RECORDS TO USE:
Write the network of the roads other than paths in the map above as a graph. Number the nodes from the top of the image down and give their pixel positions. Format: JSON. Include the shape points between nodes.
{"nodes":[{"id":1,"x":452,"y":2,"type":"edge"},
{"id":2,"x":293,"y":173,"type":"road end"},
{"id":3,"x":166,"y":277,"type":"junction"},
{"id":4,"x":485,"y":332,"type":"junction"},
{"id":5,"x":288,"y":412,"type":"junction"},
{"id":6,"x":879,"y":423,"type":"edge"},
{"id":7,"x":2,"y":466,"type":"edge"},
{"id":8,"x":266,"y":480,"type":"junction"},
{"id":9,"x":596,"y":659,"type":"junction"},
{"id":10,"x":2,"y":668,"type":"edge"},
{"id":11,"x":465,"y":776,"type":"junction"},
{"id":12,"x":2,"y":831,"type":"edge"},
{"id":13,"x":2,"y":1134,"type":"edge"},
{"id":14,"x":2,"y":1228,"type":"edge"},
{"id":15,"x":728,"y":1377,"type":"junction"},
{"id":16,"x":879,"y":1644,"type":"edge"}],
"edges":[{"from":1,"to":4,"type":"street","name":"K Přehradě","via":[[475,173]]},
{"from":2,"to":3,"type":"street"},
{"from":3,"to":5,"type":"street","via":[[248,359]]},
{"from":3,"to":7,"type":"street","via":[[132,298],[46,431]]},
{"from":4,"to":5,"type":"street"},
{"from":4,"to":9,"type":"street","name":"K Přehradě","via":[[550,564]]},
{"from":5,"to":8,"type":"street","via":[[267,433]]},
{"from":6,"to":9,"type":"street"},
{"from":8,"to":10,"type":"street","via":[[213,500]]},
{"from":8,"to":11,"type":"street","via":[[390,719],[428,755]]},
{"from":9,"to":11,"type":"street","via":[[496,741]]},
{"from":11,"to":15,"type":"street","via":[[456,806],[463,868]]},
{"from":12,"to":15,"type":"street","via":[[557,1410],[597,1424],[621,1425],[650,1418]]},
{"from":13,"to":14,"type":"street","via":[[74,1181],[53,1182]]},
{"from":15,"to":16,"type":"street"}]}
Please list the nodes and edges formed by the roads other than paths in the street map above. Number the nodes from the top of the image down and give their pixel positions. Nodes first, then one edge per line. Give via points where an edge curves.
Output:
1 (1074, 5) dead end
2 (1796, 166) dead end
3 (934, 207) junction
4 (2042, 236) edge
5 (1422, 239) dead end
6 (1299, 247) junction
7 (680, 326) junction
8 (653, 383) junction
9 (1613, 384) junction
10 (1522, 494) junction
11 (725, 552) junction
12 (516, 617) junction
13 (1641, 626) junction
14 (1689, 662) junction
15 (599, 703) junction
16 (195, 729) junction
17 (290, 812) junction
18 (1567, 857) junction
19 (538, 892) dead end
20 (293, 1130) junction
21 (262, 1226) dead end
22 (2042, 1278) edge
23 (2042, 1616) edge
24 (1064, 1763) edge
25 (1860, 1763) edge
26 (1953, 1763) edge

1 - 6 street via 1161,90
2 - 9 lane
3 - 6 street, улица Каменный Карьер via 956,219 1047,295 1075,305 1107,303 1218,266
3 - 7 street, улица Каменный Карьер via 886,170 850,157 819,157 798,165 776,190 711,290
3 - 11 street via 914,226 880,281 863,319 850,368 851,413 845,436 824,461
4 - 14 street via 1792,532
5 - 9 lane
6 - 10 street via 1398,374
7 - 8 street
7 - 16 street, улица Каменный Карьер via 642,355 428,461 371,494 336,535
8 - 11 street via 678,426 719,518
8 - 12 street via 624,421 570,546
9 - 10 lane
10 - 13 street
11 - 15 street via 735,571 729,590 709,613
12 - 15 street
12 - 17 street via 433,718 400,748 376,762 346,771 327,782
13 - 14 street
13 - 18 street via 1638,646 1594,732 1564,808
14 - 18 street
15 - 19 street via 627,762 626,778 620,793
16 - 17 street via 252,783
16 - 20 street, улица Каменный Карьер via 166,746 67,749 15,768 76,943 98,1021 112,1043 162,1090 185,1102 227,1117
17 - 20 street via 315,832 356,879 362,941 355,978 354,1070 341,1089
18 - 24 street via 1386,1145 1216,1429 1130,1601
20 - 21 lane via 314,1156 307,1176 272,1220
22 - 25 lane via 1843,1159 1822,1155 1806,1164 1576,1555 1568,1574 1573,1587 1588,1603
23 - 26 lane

AIM OF THE TASK:
Every record in the material above should be set down exactly.

WRITTEN ANSWER:
Write the network of the roads other than paths in the map above as a graph. Number the nodes from the top of the image down and give their pixel positions. Format: JSON. Include the shape points between nodes.
{"nodes":[{"id":1,"x":452,"y":2,"type":"edge"},
{"id":2,"x":293,"y":173,"type":"road end"},
{"id":3,"x":166,"y":277,"type":"junction"},
{"id":4,"x":485,"y":332,"type":"junction"},
{"id":5,"x":288,"y":412,"type":"junction"},
{"id":6,"x":879,"y":423,"type":"edge"},
{"id":7,"x":2,"y":466,"type":"edge"},
{"id":8,"x":266,"y":480,"type":"junction"},
{"id":9,"x":596,"y":659,"type":"junction"},
{"id":10,"x":2,"y":668,"type":"edge"},
{"id":11,"x":465,"y":776,"type":"junction"},
{"id":12,"x":2,"y":831,"type":"edge"},
{"id":13,"x":2,"y":1134,"type":"edge"},
{"id":14,"x":2,"y":1228,"type":"edge"},
{"id":15,"x":728,"y":1377,"type":"junction"},
{"id":16,"x":879,"y":1644,"type":"edge"}],
"edges":[{"from":1,"to":4,"type":"street","name":"K Přehradě","via":[[475,173]]},
{"from":2,"to":3,"type":"street"},
{"from":3,"to":5,"type":"street","via":[[248,359]]},
{"from":3,"to":7,"type":"street","via":[[132,298],[46,431]]},
{"from":4,"to":5,"type":"street"},
{"from":4,"to":9,"type":"street","name":"K Přehradě","via":[[550,564]]},
{"from":5,"to":8,"type":"street","via":[[267,433]]},
{"from":6,"to":9,"type":"street"},
{"from":8,"to":10,"type":"street","via":[[213,500]]},
{"from":8,"to":11,"type":"street","via":[[390,719],[428,755]]},
{"from":9,"to":11,"type":"street","via":[[496,741]]},
{"from":11,"to":15,"type":"street","via":[[456,806],[463,868]]},
{"from":12,"to":15,"type":"street","via":[[557,1410],[597,1424],[621,1425],[650,1418]]},
{"from":13,"to":14,"type":"street","via":[[74,1181],[53,1182]]},
{"from":15,"to":16,"type":"street"}]}
Please list the nodes and edges formed by the roads other than paths in the street map above. Number the nodes from the top of the image down and give their pixel positions. Nodes first, then one edge per line. Give via points where an edge curves.
Output:
1 (1074, 5) dead end
2 (1796, 166) dead end
3 (934, 207) junction
4 (2042, 236) edge
5 (1422, 239) dead end
6 (1299, 247) junction
7 (680, 326) junction
8 (653, 383) junction
9 (1613, 384) junction
10 (1522, 494) junction
11 (725, 552) junction
12 (516, 617) junction
13 (1641, 626) junction
14 (1689, 662) junction
15 (599, 703) junction
16 (195, 729) junction
17 (290, 812) junction
18 (1567, 857) junction
19 (538, 892) dead end
20 (293, 1130) junction
21 (262, 1226) dead end
22 (2042, 1278) edge
23 (2042, 1616) edge
24 (1064, 1763) edge
25 (1860, 1763) edge
26 (1953, 1763) edge

1 - 6 street via 1161,90
2 - 9 lane
3 - 6 street, улица Каменный Карьер via 956,219 1047,295 1075,305 1107,303 1218,266
3 - 7 street, улица Каменный Карьер via 886,170 850,157 819,157 798,165 776,190 711,290
3 - 11 street via 914,226 880,281 863,319 850,368 851,413 845,436 824,461
4 - 14 street via 1792,532
5 - 9 lane
6 - 10 street via 1398,374
7 - 8 street
7 - 16 street, улица Каменный Карьер via 642,355 428,461 371,494 336,535
8 - 11 street via 678,426 719,518
8 - 12 street via 624,421 570,546
9 - 10 lane
10 - 13 street
11 - 15 street via 735,571 729,590 709,613
12 - 15 street
12 - 17 street via 433,718 400,748 376,762 346,771 327,782
13 - 14 street
13 - 18 street via 1638,646 1594,732 1564,808
14 - 18 street
15 - 19 street via 627,762 626,778 620,793
16 - 17 street via 252,783
16 - 20 street, улица Каменный Карьер via 166,746 67,749 15,768 76,943 98,1021 112,1043 162,1090 185,1102 227,1117
17 - 20 street via 315,832 356,879 362,941 355,978 354,1070 341,1089
18 - 24 street via 1386,1145 1216,1429 1130,1601
20 - 21 lane via 314,1156 307,1176 272,1220
22 - 25 lane via 1843,1159 1822,1155 1806,1164 1576,1555 1568,1574 1573,1587 1588,1603
23 - 26 lane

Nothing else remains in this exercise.